Bug 1344315

Summary: SRIOV PF/VF allocation fails with NUMA aware flavor Edit
Product: Red Hat OpenStack Reporter: Ricardo Noriega <rnoriega>
Component: openstack-novaAssignee: Vladik Romanovsky <vromanso>
Status: CLOSED ERRATA QA Contact: Prasanth Anbalagan <panbalag>
Severity: high Docs Contact:
Priority: high    
Version: 9.0 (Mitaka)CC: berrange, dasmith, eglynn, kchamart, sbauza, sferdjao, sgordon, srevivo, vromanso, yrachman
Target Milestone: asyncKeywords: ZStream
Target Release: 9.0 (Mitaka)   
Hardware: x86_64   
OS: Linux   
Whiteboard:
Fixed In Version: openstack-nova-13.1.1-3.el7ost Doc Type: If docs needed, set a value
Doc Text:
Story Points: ---
Clone Of: Environment:
Last Closed: 2016-09-21 14:08:55 UTC Type: Bug
Regression: --- Mount Type: ---
Documentation: --- CRM:
Verified Versions: Category: ---
oVirt Team: --- RHEL 7.3 requirements from Atomic Host:
Cloudforms Team: --- Target Upstream Version:
Embargoed:

Description Ricardo Noriega 2016-06-09 12:03:40 UTC
Description
===========
It seems that the main failure happens due to the incorrect NUMA filtering in the pci allocation mechanism. The allocation is being done according to the instance NUMA topology, however, this is not always correct.
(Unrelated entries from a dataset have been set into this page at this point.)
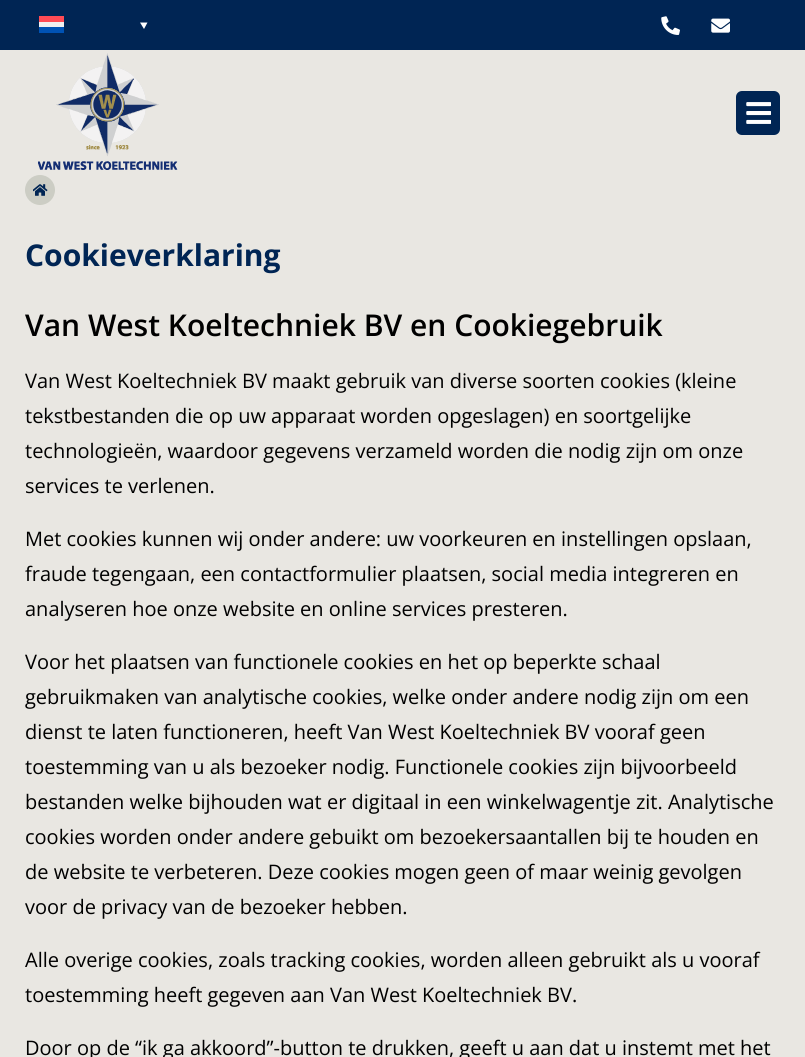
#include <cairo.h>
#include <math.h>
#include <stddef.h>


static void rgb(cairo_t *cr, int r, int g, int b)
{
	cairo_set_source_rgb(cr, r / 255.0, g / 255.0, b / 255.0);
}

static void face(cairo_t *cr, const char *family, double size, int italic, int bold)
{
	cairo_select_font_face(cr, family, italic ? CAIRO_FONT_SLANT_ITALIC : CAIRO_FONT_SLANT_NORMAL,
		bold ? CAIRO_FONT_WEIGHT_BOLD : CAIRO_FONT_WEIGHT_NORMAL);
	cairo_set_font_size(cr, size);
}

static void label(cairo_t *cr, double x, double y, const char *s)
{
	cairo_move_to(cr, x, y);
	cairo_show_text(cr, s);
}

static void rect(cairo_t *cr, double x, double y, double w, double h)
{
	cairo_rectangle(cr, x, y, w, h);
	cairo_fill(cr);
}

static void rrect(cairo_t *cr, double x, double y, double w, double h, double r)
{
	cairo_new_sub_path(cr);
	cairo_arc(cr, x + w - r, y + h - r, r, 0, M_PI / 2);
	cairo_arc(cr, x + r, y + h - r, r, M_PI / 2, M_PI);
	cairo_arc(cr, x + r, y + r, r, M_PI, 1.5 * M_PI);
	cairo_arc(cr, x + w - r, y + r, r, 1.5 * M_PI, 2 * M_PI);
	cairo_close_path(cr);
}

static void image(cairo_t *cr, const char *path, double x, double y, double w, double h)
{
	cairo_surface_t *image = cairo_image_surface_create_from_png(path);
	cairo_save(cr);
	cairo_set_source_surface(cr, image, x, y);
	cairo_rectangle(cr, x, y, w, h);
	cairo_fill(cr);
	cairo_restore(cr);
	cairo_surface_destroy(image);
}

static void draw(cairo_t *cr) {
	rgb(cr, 233, 231, 226);
	cairo_paint(cr);
	rgb(cr, 0, 37, 84);
	rect(cr, 0, 0, 805, 50);
	rgb(cr, 255, 75, 85);
	rect(cr, 39, 16, 25, 6);
	rgb(cr, 240, 240, 240);
	rect(cr, 39, 22, 25, 5);
	rgb(cr, 255, 255, 255);
	cairo_new_path(cr);
	cairo_move_to(cr, 140, 22.5);
	cairo_line_to(cr, 147.5, 22.5);
	cairo_line_to(cr, 144, 29);
	cairo_close_path(cr);
	cairo_fill(cr);
	rgb(cr, 0, 82, 180);
	rect(cr, 39, 27, 25, 6);
	image(cr, "image0.png", 661, 16, 19, 19);
	image(cr, "image1.png", 711, 18, 19, 15);
	image(cr, "image2.png", 38, 53, 140, 117);
	rgb(cr, 0, 37, 84);
	rrect(cr, 736, 91, 44, 44, 6);
	cairo_fill(cr);
	image(cr, "image3.png", 746, 102, 25, 22);
	rgb(cr, 204, 205, 196);
	cairo_arc(cr, 40, 190, 15, 0, 2 * M_PI);
	cairo_fill(cr);
	image(cr, "image4.png", 33, 184, 15, 12);
	face(cr, "Open Sans", 30, 0, 1);
	rgb(cr, 0, 37, 84);
	label(cr, 25, 266, "Cookieverklaring");
	face(cr, "Open Sans SemiBold", 30, 0, 0);
	rgb(cr, 0, 0, 0);
	label(cr, 25, 336, "Van West Koeltechniek BV en Cookiegebruik");
	face(cr, "Open Sans", 20, 0, 0);
	label(cr, 25, 388, "Van West Koeltechniek BV maakt gebruik van diverse soorten cookies (kleine");
	label(cr, 25, 423, "tekstbestanden die op uw apparaat worden opgeslagen) en soortgelijke");
	label(cr, 25, 458, "technologieën, waardoor gegevens verzameld worden die nodig zijn om onze");
	label(cr, 25, 493, "services te verlenen.");
	label(cr, 25, 546, "Met cookies kunnen wij onder andere: uw voorkeuren en instellingen opslaan,");
	label(cr, 25, 581, "fraude tegengaan, een contactformulier plaatsen, social media integreren en");
	label(cr, 25, 616, "analyseren hoe onze website en online services presteren.");
	label(cr, 25, 669, "Voor het plaatsen van functionele cookies en het op beperkte schaal");
	label(cr, 25, 704, "gebruikmaken van analytische cookies, welke onder andere nodig zijn om een");
	label(cr, 25, 739, "dienst te laten functioneren, heeft Van West Koeltechniek BV vooraf geen");
	label(cr, 25, 774, "toestemming van u als bezoeker nodig. Functionele cookies zijn bijvoorbeeld");
	label(cr, 25, 809, "bestanden welke bijhouden wat er digitaal in een winkelwagentje zit. Analytische");
	label(cr, 25, 844, "cookies worden onder andere gebuikt om bezoekersaantallen bij te houden en");
	label(cr, 25, 879, "de website te verbeteren. Deze cookies mogen geen of maar weinig gevolgen");
	label(cr, 25, 914, "voor de privacy van de bezoeker hebben.");
	label(cr, 25, 967, "Alle overige cookies, zoals tracking cookies, worden alleen gebruikt als u vooraf");
	label(cr, 25, 1002, "toestemming heeft gegeven aan Van West Koeltechniek BV.");
	label(cr, 25, 1055, "Door op de “ik ga akkoord”-button te drukken, geeft u aan dat u instemt met het");
}

int main(void) {
	cairo_surface_t *surface = cairo_image_surface_create(CAIRO_FORMAT_RGB24, 805, 1057);
	cairo_t *cr = cairo_create(surface);
	cairo_font_options_t *options = cairo_font_options_create();
	cairo_font_options_set_hint_metrics(options, CAIRO_HINT_METRICS_OFF);
	cairo_font_options_set_hint_style(options, CAIRO_HINT_STYLE_NONE);
	cairo_set_font_options(cr, options);
	cairo_set_miter_limit(cr, 4);
	draw(cr);
	cairo_surface_write_to_png(surface, "render.png");
	cairo_font_options_destroy(options);
	cairo_destroy(cr);
	cairo_surface_destroy(surface);
	return 0;
}
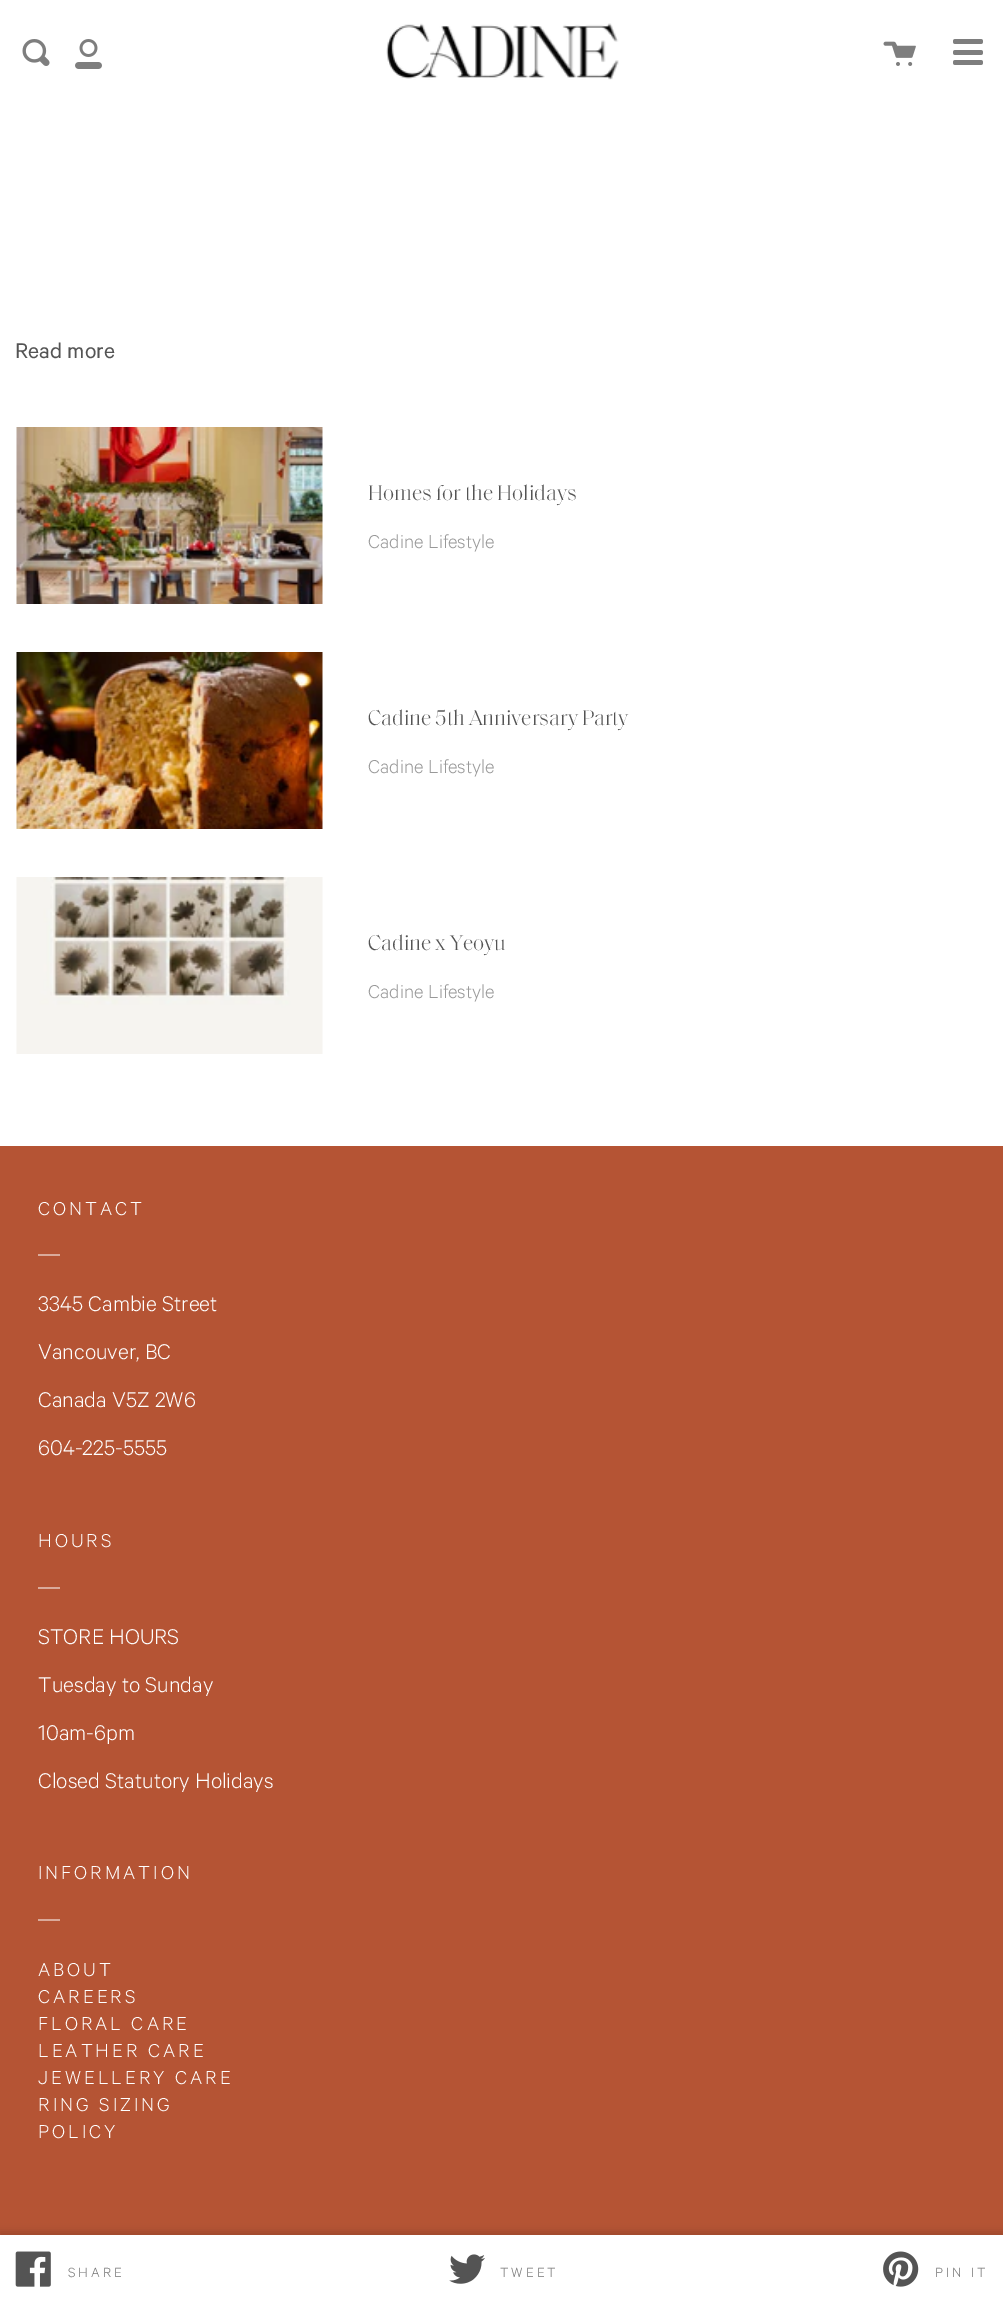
%!PS
<< /PageSize [1003 2302] /PageUsesTransparency true >> setpagedevice
/rgb { 3 { 255 div 3 1 roll } repeat setrgbcolor } def
/font { [ exch dup neg 0 0 3 -1 roll 0 0 ] selectfont } def
/text { moveto show } def
/alpha { dup .setfillconstantalpha .setstrokeconstantalpha } def
/roundrect { 5 dict begin { /r /h /w /y /x } { exch def } forall
  x r add y moveto x w add y 2 copy h add r arct x w add y h add x 1 index r arct
  x y h add x y r arct x y 2 copy exch w add exch r arct closepath end } def
/shadow { 12 dict begin { /a /b /q /h /w /y /x } { exch def } forall gsave /was 0 def
  9 -2 -9 { dup b mul 4 div /e exch def 1 sub .425 mul 2.718 exch exp 1 add a .99 .min exch div /now exch def
    1 1 now sub 1 was sub div sub alpha /was now def
    w h .min e 2 mul add 0 gt { x e sub y e sub w e 2 mul add h e 2 mul add
      q e add b .6 mul add w h .min 2 div e add .min 0 .max roundrect fill } if } for grestore end } def
/picture { 5 dict begin { /h /w /y /x /name } { exch def } forall
  gsave x y translate w h scale
  w h 8 [w 0 0 h 0 0] name (r) file false 3 colorimage grestore end } def
0 .pushpdf14devicefilter
0 2302 translate 1 -1 scale
4 setmiterlimit
255 255 255 rgb
0 0 1003 2302 rectfill
(img_01.rgb) 386 23 233 57 picture
(img_02.rgb) 22 39 28 27 picture
(img_03.rgb) 75 39 27 30 picture
(img_04.rgb) 883 41 33 25 picture
126 126 126 rgb
955.5 39 moveto 22.5 0 rlineto 0 5 rlineto -22.5 0 rlineto -1.5 0 -2.5 -1 -2.5 -2.5 rcurveto 0 -1.5 1 -2.5 2.5 -2.5 rcurveto closepath fill
957 39 moveto 23.5 0 rlineto 1.5 0 2.5 1 2.5 2.5 rcurveto 0 1.5 -1 2.5 -2.5 2.5 rcurveto -23.5 0 rlineto closepath fill
955.5 50 moveto 22.5 0 rlineto 0 5 rlineto -22.5 0 rlineto -1.5 0 -2.5 -1 -2.5 -2.5 rcurveto 0 -1.5 1 -2.5 2.5 -2.5 rcurveto closepath fill
957 50 moveto 23.5 0 rlineto 1.5 0 2.5 1 2.5 2.5 rcurveto 0 1.5 -1 2.5 -2.5 2.5 rcurveto -23.5 0 rlineto closepath fill
955.5 60 moveto 22.5 0 rlineto 0 5 rlineto -22.5 0 rlineto -1.5 0 -2.5 -1 -2.5 -2.5 rcurveto 0 -1.5 1 -2.5 2.5 -2.5 rcurveto closepath fill
957 60 moveto 23.5 0 rlineto 1.5 0 2.5 1 2.5 2.5 rcurveto 0 1.5 -1 2.5 -2.5 2.5 rcurveto -23.5 0 rlineto closepath fill
(img_05.rgb) 16 427 307 177 picture
(img_06.rgb) 16 652 307 177 picture
(img_07.rgb) 16 877 307 177 picture
181 84 52 rgb
0 1146 1003 1089 rectfill
0 0 0 rgb
0 2232 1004 68 0 4 0.15 shadow
255 255 255 rgb
0 2235 1003 67 rectfill
(img_08.rgb) 15 2251 36 36 picture
(img_09.rgb) 449 2254 36 30 picture
(img_10.rgb) 883 2251 36 36 picture
218 170 154 rgb
38 1254 22 2 rectfill
38 1587 22 2 rectfill
38 1919 22 2 rectfill
/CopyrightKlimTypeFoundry-Regular 24 font
84 84 84 rgb
(Read more) 15 358 text
/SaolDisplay-Light 21.6 font
(Homes for the Holidays) 368 500 text
/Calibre-Light 21 font
153 153 153 rgb
(Cadine Lifestyle) 368 548 text
/SaolDisplay-Light 21.6 font
84 84 84 rgb
(Cadine 5th Anniversary Party) 368 725 text
/Calibre-Light 21 font
153 153 153 rgb
(Cadine Lifestyle) 368 773 text
/SaolDisplay-Light 21.6 font
84 84 84 rgb
(Cadine x Yeoyu) 368 950 text
/Calibre-Light 21 font
153 153 153 rgb
(Cadine Lifestyle) 368 998 text
/Calibre-Light 15 font
115 115 115 rgb
68 2277 moveto 3 0 (SHARE) ashow
500 2277 moveto 3 0 (TWEET) ashow
935 2277 moveto 3 0 (PIN IT) ashow
/Calibre-Light 21 font
255 255 255 rgb
38 1215 moveto 3 0 (CONTACT) ashow
/Calibre-Light 24 font
(3345 Cambie Street) 38 1311 text
(Vancouver, BC) 38 1359 text
(Canada V5Z 2W6) 38 1407 text
(604-225-5555) 38 1455 text
/Calibre-Light 21 font
38 1547 moveto 3 0 (HOURS) ashow
/Calibre-Light 24 font
(STORE HOURS) 38 1644 text
(Tuesday to Sunday) 38 1692 text
(10am-6pm) 38 1740 text
(Closed Statutory Holidays) 38 1788 text
/Calibre-Light 21 font
38 1879 moveto 3 0 (INFORMATION) ashow
38 1976 moveto 3 0 (ABOUT) ashow
38 2003 moveto 3 0 (CAREERS) ashow
38 2030 moveto 3 0 (FLORAL CARE) ashow
38 2057 moveto 3 0 (LEATHER CARE) ashow
38 2084 moveto 3 0 (JEWELLERY CARE) ashow
38 2111 moveto 3 0 (RING SIZING) ashow
38 2138 moveto 3 0 (POLICY) ashow
.poppdf14devicefilter showpage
Specifically in the case when a user selects hw:numa_nodes=1, which would mean that VM will take resources from just one numa node and not from a specific one.

Steps to reproduce
==================

Create nova flavor with NUMA awareness, CPU pinning, Huge pages, etc:

# nova flavor-create prefer_pin_1 auto 2048 20 1
# nova flavor-key prefer_pin_1 set hw:numa_nodes=1
# nova flavor-key prefer_pin_1 set hw:mem_page_size=1048576
# nova flavor-key prefer_pin_1 set hw:numa_mempolicy=strict
# nova flavor-key prefer_pin_1 set hw:cpu_policy=dedicated
# nova flavor-key prefer_pin_1 set hw:cpu_thread_policy=prefer

Then instantiate VMs with direct-physical neutron ports:

neutron port-create nfv_sriov --binding:vnic-type direct-physical --name pf1
nova boot pf1 --flavor prefer_pin_1 --image centos_udev --nic port-id=a0fe88f6-07cc-4c70-b702-1915e36ed728
neutron port-create nfv_sriov --binding:vnic-type direct-physical --name pf2
nova boot pf2 --flavor prefer_pin_1 --image centos_udev --nic port-id=b96de3ec-ef94-428b-96bc-dc46623a2427

Third VM instantiation failed. Our environment has got 4 NICs configured to be allocated. However, with a regular flavor (m1.normal), the instantiation works:

neutron port-create nfv_sriov --binding:vnic-type direct-physical --name pf3
nova boot pf3 --flavor 2 --image centos_udev --nic port-id=52caacfe-0324-42bd-84ad-9a54d80e8fbe
neutron port-create nfv_sriov --binding:vnic-type direct-physical --name pf4
nova boot pf4 --flavor 2 --image centos_udev --nic port-id=7335a9a6-82d0-4595-bb88-754678db56ef

Expected result
===============

PCI passthrough (PFs and VFs) should work in an environment with NUMATopologyFilter enable

Actual result
=============

Checking availability of NICs with NUMATopologyFilter is not working.

Environment
===========

1 controller + 1 compute.

OpenStack Mitaka

Logs & Configs
==============

See attachment

Comment 3 Prasanth Anbalagan 2016-09-14 19:56:41 UTC
Neutron port was created with the option "--binding:vnic-type direct".
Booting an instance with --nic causes NUMATopologyFILTER to fail. Without the option, booting an instance works. Please check logs below.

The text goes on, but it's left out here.